Down climbing for Christ
By Gary Fallesen
BASASEACHI, Mexico — Tim Trezise first attempted mountaineering in reverse — better known as canyoneering — when he was living in Utah in the early 1990s.
The slot canyons of the American West always have been inviting to adventurous people, even before descending into these off-the-beaten hiking paths was dubbed something special.
“It’s way harder than backpacking,” says Trezise, a full-time missionary in northern Mexico. “That’s why I call it ‘backpacking with an attitude.’”
I recently had the opportunity to experience canyoneering with Trezise (pronounced “tree-SIZE”) when I led a group of climbers to Basaseachi Falls National Park in Chihuahua, Mexico.
Basaseachi is not a national park as Americans know them with visitor centers, restaurants and campgrounds featuring bathrooms and showers. The only way to clean the sweat from our bodies was to jump into the 50-degree water in the Rio Basaseachi.
In our 3½ days in the canyon below the 850-foot waterfall, we saw no other people.

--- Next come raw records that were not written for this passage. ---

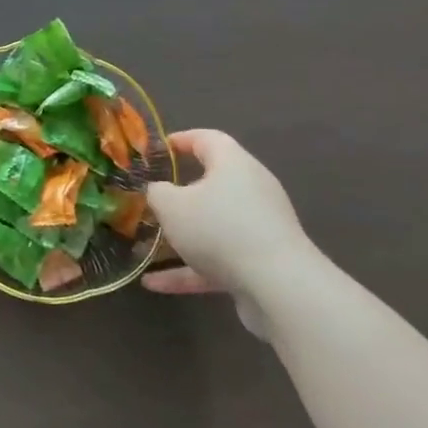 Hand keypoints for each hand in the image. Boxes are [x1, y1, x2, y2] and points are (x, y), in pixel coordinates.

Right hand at [142, 130, 312, 337]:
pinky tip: (155, 284)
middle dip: (180, 194)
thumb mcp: (171, 205)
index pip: (207, 139)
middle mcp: (251, 191)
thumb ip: (157, 193)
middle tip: (152, 199)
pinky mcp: (261, 264)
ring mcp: (259, 229)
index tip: (156, 150)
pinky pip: (218, 260)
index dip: (180, 140)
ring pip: (214, 226)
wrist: (279, 288)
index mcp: (234, 164)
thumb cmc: (219, 229)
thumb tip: (159, 191)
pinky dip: (189, 269)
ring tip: (148, 246)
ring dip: (182, 236)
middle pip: (212, 184) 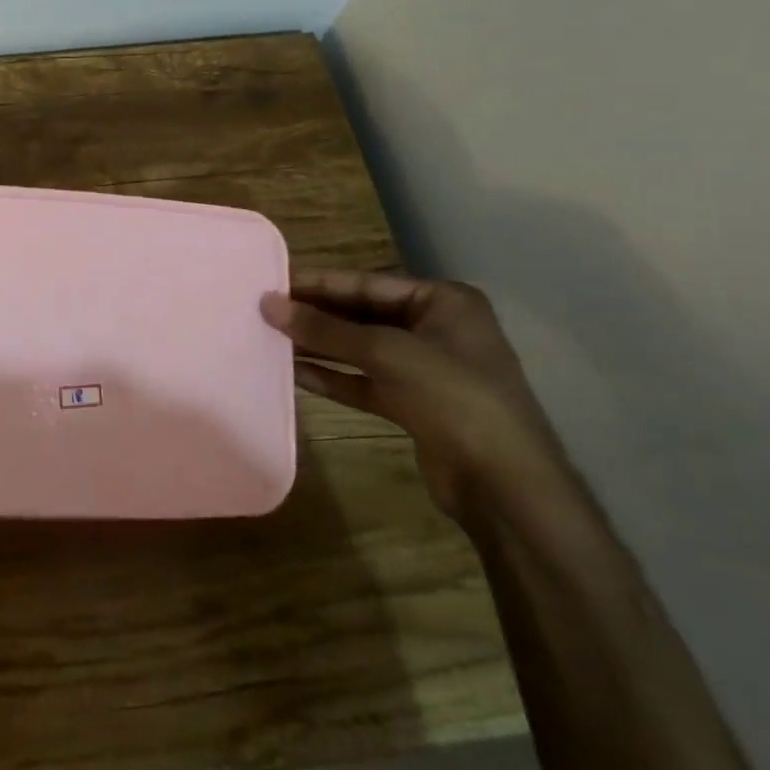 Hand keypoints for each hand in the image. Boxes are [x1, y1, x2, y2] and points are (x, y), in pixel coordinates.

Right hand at [262, 270, 566, 518]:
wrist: (505, 486)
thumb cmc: (453, 397)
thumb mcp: (385, 352)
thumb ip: (324, 328)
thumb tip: (268, 303)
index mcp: (443, 301)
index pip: (366, 283)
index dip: (317, 283)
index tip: (271, 282)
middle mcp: (435, 329)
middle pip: (361, 314)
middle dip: (315, 316)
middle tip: (264, 311)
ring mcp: (426, 369)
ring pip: (360, 349)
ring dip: (318, 346)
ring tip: (270, 339)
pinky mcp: (414, 405)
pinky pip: (363, 381)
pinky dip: (332, 376)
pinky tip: (294, 373)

No wonder. Before setting out, the 39-year-old Trezise warned: “This will be some of the most strenuous hiking you’ve ever done. I won’t hold any punches.”

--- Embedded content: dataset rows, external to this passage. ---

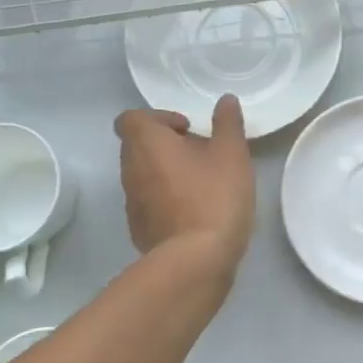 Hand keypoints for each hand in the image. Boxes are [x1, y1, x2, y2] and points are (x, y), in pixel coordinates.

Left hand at [114, 95, 255, 274]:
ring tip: (202, 184)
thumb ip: (228, 123)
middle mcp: (130, 170)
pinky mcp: (138, 231)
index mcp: (146, 144)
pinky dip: (165, 201)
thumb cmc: (214, 197)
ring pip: (143, 175)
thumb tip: (225, 100)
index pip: (131, 118)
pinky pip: (149, 203)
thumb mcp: (232, 153)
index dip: (158, 118)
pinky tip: (195, 213)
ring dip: (166, 173)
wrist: (196, 262)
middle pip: (138, 145)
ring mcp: (131, 203)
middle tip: (200, 154)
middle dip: (166, 145)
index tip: (187, 129)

He was not directing this comment to a bunch of couch potatoes. He was talking to a group of people that counted among them several who had climbed Africa’s great Mount Kilimanjaro, who had stood on the peaks of all of the 4,000-foot mountains in the Northeast, and who had ascended ranges on four continents.
However, none of us had tried what Trezise refers to as “amphibious, technical hiking” — aka canyoneering.
I’d never climbed with a group that carried ropes, harnesses, helmets and … a $3 vinyl inflatable inner tube from Wal-Mart. “The secret weapon of canyoneering,” Trezise jokes. The inner tube, found in many backyard pools in the United States, would help us cross rivers if the water was too deep and there was no other way to proceed.
Canyoneering is a problem-solving, route-finding passage through a subterranean world. Problems found along the way range from waterfalls and slides (deep pools of water), slots (narrow canyon walls where there is no choice but to swim), boulders as big as motor vehicles or houses, cliffs and scree (loose rock) to forests, bugs and snakes — or all of the above.
It is demanding, requiring climbing, rappelling, hiking and swimming.
After spending seven hours to cover a little more than seven miles from our camp on the Rio Basaseachi to the base of El Gigante, a 7,169-foot big wall that is home to the world’s highest sport-climbing routes, Joey Rooks sat barefooted. The difficult terrain had ripped up both of the Chicago-based climber’s feet.
“If the Discovery Channel had done a documentary on this, I wouldn’t have had to come down here and gotten my feet all blistered,” the 27-year-old Rooks says, smiling in spite of the pain.
Bandaged up, he would go at it again the next day and then on our final day he would gingerly put one foot in front of the other as we made the 1,400-foot ascent out of Candameña Canyon. The last 1,000 vertical feet were on less than three-quarters-of-a-mile of steep switchbacking trail.
“We saw some of the most incredible country I’ve ever seen,” says Todd Paris, a 34-year-old from Pottersville, Warren County, who has climbed in a dozen countries.
Paris says he actually prefers canyoneering to backpacking.
“You’re not carrying a full pack and going up all the time,” he explains. “For the most part it’s flat. There’s up and down, but it’s relatively flat overall.
“It’s stop and go, too, so you don’t get out of breath.”
Unless, of course, you’re trying to keep up with Trezise. This husband and father of two is the site director of EduVenture Mexico, a study-abroad program for college students with a sense of adventure. EduVenture, which is based in Tucson, Ariz., and has programs in Mexico, Fiji and Indonesia, integrates academics, physical challenges (such as canyoneering) and cross-cultural experiences in 14-week semesters.
Trezise is a jack-of-all-trades sort of guy who aspired to be a U.S. Olympian in kayaking with his brother, Ken, of Rochester, N.Y., in the late 1990s. His love of whitewater kayaking and rock climbing came together in canyoneering.
The sport, which was called one of “the next big things” by National Geographic Adventure magazine a little more than a year ago, normally only garners headlines when disasters occur. As with many adventurous activities, it is the subject of much rubbernecking when things go bad. Things such as Aron Ralston amputating an arm after being trapped beneath a boulder while canyoneering two years ago in Utah or a flash flood drowning several canyoneers in 1999 in Switzerland.
Canyoneering is unusual in that you are faced with the possibility of dehydration and drowning at the same time.
But we didn’t think about the negative when we were faced with the positive side of the sport: the opportunity to see the underbelly of a rugged wilderness setting. Standing in a canyon, surrounded by 800-to-1,000-foot cliffs as the moonlight bathes our weary bodies, we drink in a part of the world rarely seen — even on the Discovery Channel.